Higher education is in crisis. The State University of New York is talking
layoffs. They are reasonably sound, if they feel the stress, what is it like
at the Catholic College of Our Lady of the High Desert in northeastern New
Mexico?

Many small colleges are going to go down in the next 5 - 10 years, and good
riddance. They aren't providing a better education than the state school
nearby, and they are more expensive. What's the point of Paine College when
you can attend Augusta State University for less?

------
protomyth
It certainly does work for the reservations that have community colleges.
People forget the colleges aren't just students, teachers, and buildings. It
does drive jobs, but they also provide a focal point for programs, grant
funding, social services, and events that would otherwise not visit the
community. Most of the community colleges on reservations are also vocational
schools. This combination of activities has a positive effect on a community
as a whole.

------
adventured
Small to mid-size college towns are among the best places to live in the US,
and there are a lot of them to choose from coast to coast.

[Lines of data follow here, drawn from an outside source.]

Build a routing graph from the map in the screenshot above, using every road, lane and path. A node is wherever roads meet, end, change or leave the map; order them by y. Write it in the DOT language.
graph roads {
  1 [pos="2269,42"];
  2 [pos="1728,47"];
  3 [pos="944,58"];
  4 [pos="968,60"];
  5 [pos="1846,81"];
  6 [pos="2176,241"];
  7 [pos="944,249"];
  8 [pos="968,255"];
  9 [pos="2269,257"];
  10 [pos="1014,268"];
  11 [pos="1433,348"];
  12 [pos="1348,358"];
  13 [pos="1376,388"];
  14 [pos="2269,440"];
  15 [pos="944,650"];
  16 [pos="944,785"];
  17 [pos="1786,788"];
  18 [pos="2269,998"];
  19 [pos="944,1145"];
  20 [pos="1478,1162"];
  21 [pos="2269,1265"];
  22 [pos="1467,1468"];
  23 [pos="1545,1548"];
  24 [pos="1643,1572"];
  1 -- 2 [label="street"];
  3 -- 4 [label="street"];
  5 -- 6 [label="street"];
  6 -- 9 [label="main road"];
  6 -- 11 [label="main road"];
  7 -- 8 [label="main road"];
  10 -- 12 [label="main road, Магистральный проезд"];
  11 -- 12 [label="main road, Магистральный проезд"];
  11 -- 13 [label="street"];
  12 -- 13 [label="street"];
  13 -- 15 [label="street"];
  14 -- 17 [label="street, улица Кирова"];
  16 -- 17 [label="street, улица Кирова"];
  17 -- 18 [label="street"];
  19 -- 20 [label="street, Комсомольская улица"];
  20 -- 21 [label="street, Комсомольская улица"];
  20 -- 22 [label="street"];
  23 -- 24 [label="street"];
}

They have an economic base - and often tax support - that keeps them from
eroding as other small towns without colleges tend to. Their infrastructure
tends to be reasonably maintained, whereas most non-college towns always
struggle to upkeep even basic infrastructure. Crime and murder rates are
typically between very low and moderate (and almost universally below what you
see in large cities). Housing is extremely affordable. Connectivity is usually
solid, another perk of the town having more resources and consistent economic
activity.

Pikeville, KY is too small imo at just 7,000 people, however you can find a
lot of other college towns / cities at more like 15,000 to 30,000 that have
better lifestyle amenities.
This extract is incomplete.